I have also been made to feel awful because I refused healing. A pastor at my London church right out told me I wasn’t brave enough to want to see, or had enough faith. If I was meant to be healed, his faith would have been sufficient according to the bible. So I went up and asked for healing, reluctantly and it was awful.

The worst time though, was at my friend’s mother’s wake. After commemorating her life with worship and a sermon, I went up to the pastor to ask for prayers for my own mum who was in the terminal stage of cancer. I wanted to pray for her peace and for no pain. However, on seeing that I was blind, he turned the attention to me. I may have needed prayers in regards to keeping strong through the difficult times, but none for my sight. I left feeling nothing but disrespect for someone who thought a healthy person’s eye sight was more important than a cancer patient’s well being.

Christianity is simple. So simple that many of us, me included fail to grasp the simplicity of it. Love. Simply love. Loving means accepting people for who they are and not try to change them. If you truly love, you won’t go up to that new wheelchair kid in church assuming they want healing. For by being who you are created to be, you fill some sort of roll in the world. I believe in the resurrection, and when that happens, I will no longer be blind.

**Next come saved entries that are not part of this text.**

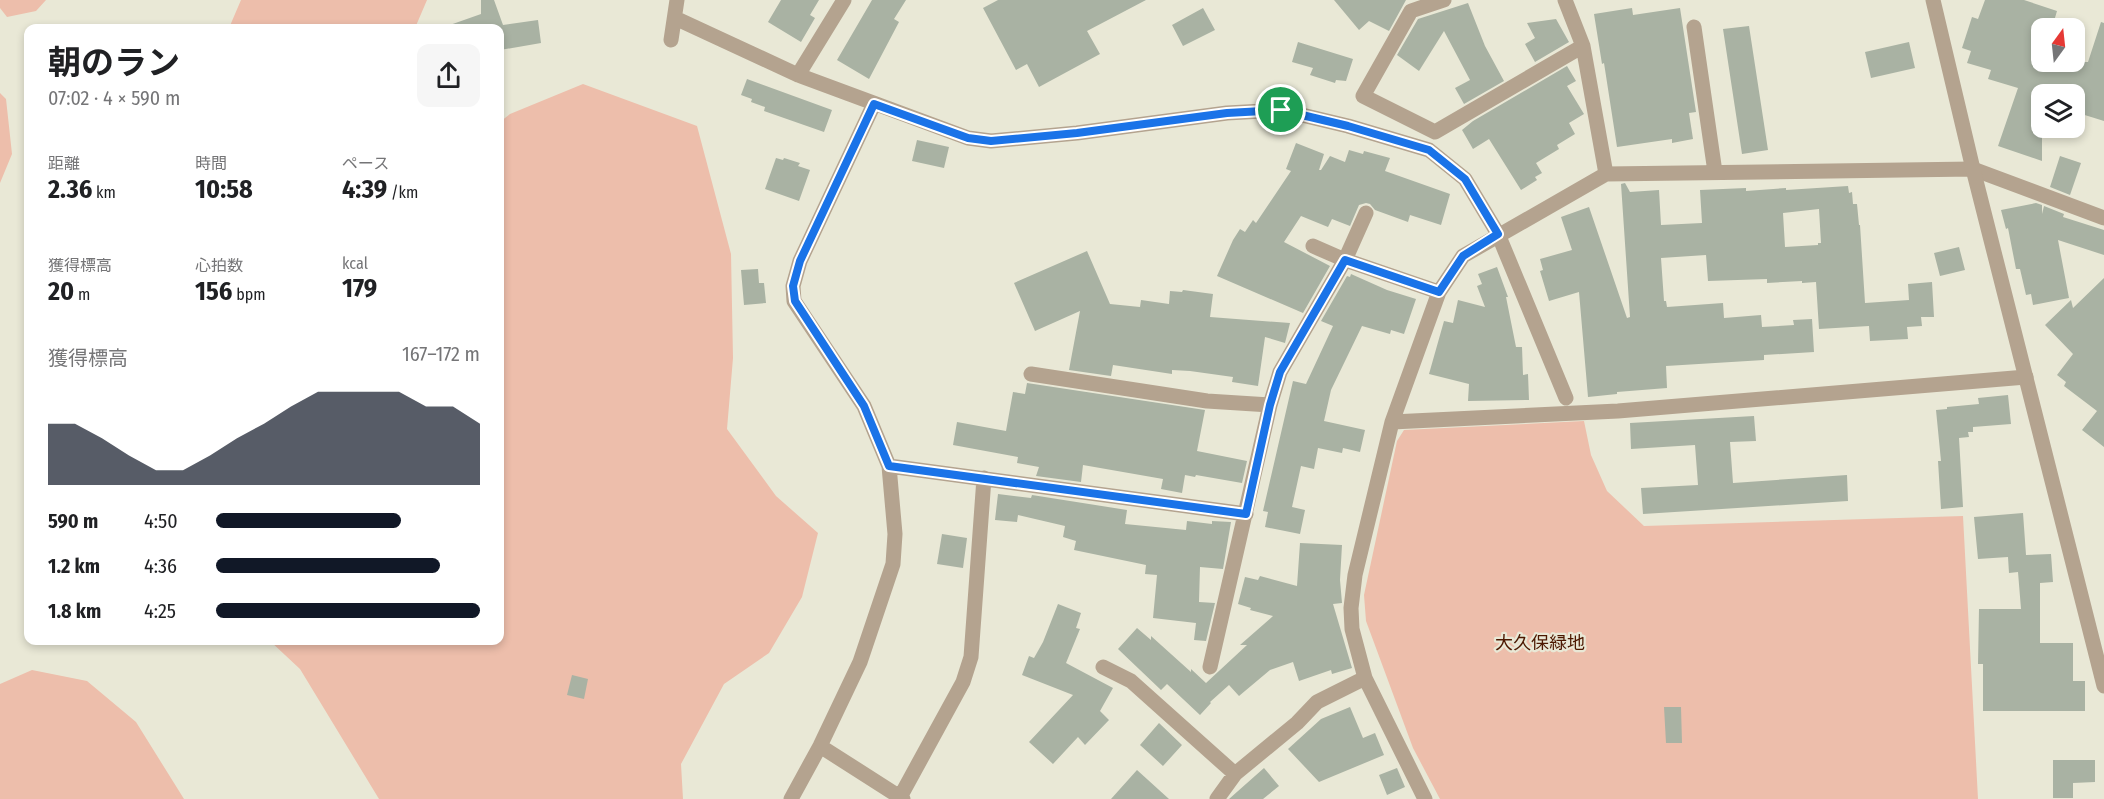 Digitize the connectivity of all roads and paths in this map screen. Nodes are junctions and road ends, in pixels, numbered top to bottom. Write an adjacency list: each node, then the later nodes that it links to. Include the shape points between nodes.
1 (676, 0): 6 (street)
2 (844, 0): 10 (street)
3 (1444, 0): 9 (street, via 1411,11 1363,96 1435,132)
4 (1565, 0): 9 (street)
5 (1933, 0): 12 (street)
6 (675, 18): 8 (street); 10 (street)
7 (1694, 27): 13 (street)
8 (671, 40)
9 (1583, 46): 14 (street)
10 (798, 75): 11 (street)
11 (874, 104): 17 (street, via 968,138 991,141 1281,110 1429,150 1465,179); 26 (street, via 800,261 793,286 795,301 864,406)
12 (1973, 169): 13 (street); 16 (street); 22 (street)
13 (1715, 172): 14 (street)
14 (1606, 174): 17 (street)
15 (1366, 213): 19 (street)
16 (2104, 218)
17 (1498, 234): 20 (street, via 1463,256); 23 (street)
18 (1313, 246): 19 (street)
19 (1345, 260): 20 (street); 24 (street, via 1280,372)
20 (1439, 292): 25 (street)
21 (1031, 374): 24 (street, via 1207,402)
22 (2026, 377): 25 (street, via 1618,411); 32 (street)
23 (1566, 398)
24 (1270, 405): 28 (street)
25 (1392, 422): 31 (street, via 1355,575 1351,609)
26 (889, 466): 27 (street); 33 (street, via 895,534 893,564 860,662)
27 (984, 478): 28 (street); 35 (street, via 971,657 963,682)
28 (1246, 514): 30 (street)
29 (1103, 667): 34 (street, via 1131,681)
30 (1210, 667)
31 (1365, 678): 34 (street, via 1317,702); 38 (street)
32 (2104, 686)
33 (820, 746): 35 (street); 36 (street)
34 (1235, 774): 37 (street)
35 (901, 798)
36 (791, 799)
37 (1217, 799)
38 (1425, 799)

It will be wonderful, but for now, I am who I am. I have found my place in the world and in Christ and through being blind, I have been given a perspective on things which I believe has made me into a better person. I thank God for the blindness just because of this. Not having a certain physical ability, does not mean you’re not a perfectly healthy and strong human being who doesn’t have a lot to give.

So to you lovers of healing, you’ll do a lot more good and cause more healing in a disabled person’s life by including them in the church. Let your first question b if they’d want another doughnut or what they thought of the service rather than asking if they feel incomplete. If a disabled person wants faith healing, they’ll go to the appropriate person. Someone they trust.